First, if the resources become available, I'd like to create a
foundation to promote my causes. We've already started to sketch out
plans for this, but at the moment it has no source of funding. The
foundation would support people who feel they have a unique contribution
to make, and an award would involve mentoring and guidance as well as
financial support. It wouldn't matter what their project was, provided
that it played to their personal strengths, and that they were willing
to share with everybody the experience of pursuing their passion –
through a blog, book, documentary or other form. The emphasis would be
on the journey towards their goal – I know from first hand experience
how inspired people get when they see someone on a quest to make
themselves better people, and the world a better place – and I'd like to
help the foundation's beneficiaries reach as wide an audience as
possible to spread those ripples of inspiration.

Second, I suspect that in 15 years much will still need to be done
globally to create a sustainable future. I hope that much will have been
achieved, and that sustainability will have stopped being a cause and
started to be an intrinsic part of every aspect of human activity. In a
perfect world, every consumer choice, every architectural plan, every
journey, would be based on principles of sustainability. But in the real
world, I think there will still be work to do. And I'd like to be a part
of that work, in whatever way I can be of most service.
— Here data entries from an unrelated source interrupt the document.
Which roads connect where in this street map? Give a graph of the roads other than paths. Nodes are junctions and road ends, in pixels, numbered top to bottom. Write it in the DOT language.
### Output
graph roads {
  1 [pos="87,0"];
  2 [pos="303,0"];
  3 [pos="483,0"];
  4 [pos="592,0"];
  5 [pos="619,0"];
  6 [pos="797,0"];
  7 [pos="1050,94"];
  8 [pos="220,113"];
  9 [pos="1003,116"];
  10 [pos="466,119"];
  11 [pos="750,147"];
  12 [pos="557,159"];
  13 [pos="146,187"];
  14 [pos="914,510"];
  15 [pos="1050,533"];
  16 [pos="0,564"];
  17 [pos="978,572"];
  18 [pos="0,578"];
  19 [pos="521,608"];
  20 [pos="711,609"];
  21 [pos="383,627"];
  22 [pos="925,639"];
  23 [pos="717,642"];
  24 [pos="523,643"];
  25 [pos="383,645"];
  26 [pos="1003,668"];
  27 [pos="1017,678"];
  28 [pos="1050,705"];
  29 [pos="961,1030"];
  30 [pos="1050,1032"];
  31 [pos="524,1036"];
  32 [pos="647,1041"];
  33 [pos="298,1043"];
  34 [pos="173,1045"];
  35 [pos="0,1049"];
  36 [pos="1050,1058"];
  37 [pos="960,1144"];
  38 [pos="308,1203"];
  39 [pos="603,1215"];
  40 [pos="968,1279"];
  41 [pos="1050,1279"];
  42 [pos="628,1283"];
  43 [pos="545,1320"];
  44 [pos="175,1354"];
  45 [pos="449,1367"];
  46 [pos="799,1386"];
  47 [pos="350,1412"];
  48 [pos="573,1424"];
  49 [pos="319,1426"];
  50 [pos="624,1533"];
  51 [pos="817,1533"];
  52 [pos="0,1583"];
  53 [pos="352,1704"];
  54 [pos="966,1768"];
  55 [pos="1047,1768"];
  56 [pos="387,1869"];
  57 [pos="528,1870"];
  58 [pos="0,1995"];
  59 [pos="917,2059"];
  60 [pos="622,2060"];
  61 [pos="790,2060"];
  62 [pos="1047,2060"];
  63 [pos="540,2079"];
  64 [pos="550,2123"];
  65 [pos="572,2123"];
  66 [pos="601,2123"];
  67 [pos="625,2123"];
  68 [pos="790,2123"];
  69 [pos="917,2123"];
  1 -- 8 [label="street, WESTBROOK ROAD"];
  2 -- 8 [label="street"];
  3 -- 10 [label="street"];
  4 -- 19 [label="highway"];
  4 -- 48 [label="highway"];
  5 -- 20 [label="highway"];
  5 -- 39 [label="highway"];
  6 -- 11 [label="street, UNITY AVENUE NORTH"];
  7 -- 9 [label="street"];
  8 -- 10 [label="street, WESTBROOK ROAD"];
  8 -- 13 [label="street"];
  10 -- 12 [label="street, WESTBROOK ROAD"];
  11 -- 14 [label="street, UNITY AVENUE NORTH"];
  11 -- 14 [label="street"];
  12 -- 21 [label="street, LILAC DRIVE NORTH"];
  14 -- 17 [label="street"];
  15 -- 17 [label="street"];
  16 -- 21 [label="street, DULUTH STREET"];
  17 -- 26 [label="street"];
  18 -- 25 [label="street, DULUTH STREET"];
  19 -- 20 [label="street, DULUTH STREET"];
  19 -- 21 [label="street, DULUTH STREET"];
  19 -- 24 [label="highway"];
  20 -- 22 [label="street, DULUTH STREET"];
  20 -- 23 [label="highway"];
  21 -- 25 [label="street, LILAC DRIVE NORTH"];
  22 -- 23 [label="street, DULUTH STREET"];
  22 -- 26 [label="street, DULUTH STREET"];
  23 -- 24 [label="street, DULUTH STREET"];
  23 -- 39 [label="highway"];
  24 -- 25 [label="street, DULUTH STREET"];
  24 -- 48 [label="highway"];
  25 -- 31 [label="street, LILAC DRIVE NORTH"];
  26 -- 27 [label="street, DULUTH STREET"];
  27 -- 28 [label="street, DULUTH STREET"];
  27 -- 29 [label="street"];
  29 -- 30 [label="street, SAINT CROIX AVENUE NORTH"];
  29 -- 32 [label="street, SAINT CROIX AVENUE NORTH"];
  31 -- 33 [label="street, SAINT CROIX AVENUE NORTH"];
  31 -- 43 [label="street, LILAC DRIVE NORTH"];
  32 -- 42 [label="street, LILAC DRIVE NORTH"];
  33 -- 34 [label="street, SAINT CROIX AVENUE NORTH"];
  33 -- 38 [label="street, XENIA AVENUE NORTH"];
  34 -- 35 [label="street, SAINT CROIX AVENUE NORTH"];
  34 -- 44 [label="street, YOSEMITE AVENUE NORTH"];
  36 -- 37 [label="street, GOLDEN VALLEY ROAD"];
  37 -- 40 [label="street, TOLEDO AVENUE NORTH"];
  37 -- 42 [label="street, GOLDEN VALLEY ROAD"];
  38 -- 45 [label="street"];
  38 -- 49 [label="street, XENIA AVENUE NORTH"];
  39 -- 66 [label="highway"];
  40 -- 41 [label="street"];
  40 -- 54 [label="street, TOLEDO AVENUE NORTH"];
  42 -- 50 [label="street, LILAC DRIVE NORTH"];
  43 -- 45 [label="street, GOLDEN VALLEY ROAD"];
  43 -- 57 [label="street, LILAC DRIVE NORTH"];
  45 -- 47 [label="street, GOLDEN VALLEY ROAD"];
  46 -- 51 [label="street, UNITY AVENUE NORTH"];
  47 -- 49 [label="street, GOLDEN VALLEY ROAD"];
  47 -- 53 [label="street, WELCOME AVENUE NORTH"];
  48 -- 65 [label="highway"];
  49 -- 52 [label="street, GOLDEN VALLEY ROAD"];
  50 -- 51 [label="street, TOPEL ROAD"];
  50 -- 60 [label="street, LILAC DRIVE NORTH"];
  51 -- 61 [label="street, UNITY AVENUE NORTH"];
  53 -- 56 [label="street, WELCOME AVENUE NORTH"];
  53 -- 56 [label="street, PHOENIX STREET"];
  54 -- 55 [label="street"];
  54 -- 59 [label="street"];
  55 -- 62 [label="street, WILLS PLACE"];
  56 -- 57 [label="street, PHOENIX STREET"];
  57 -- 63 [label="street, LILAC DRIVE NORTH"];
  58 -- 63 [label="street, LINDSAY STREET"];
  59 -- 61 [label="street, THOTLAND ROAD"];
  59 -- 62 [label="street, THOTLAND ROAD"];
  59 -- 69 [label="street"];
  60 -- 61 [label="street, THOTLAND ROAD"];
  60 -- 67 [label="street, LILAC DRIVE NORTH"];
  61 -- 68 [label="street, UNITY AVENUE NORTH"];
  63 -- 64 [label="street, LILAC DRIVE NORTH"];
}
Third, I'd like to still be having my own adventures, although in my
mid-fifties they might be rather less strenuous than rowing across
oceans. I'd like to be traveling the world giving lectures,
presentations and book signings, and using those opportunities to
explore places I haven't yet seen. I'll be referring back to my list of
10 Adventures Before I Die (see blog for Day 23) – and in 15 years time
I'm sure I'll have a lot more ideas besides. There are so many different
ways to experience this world, and I'm greedy to try as many as
possible. I'd like to live in different countries and different
cultures, and soak up the sheer joyous variety of them all.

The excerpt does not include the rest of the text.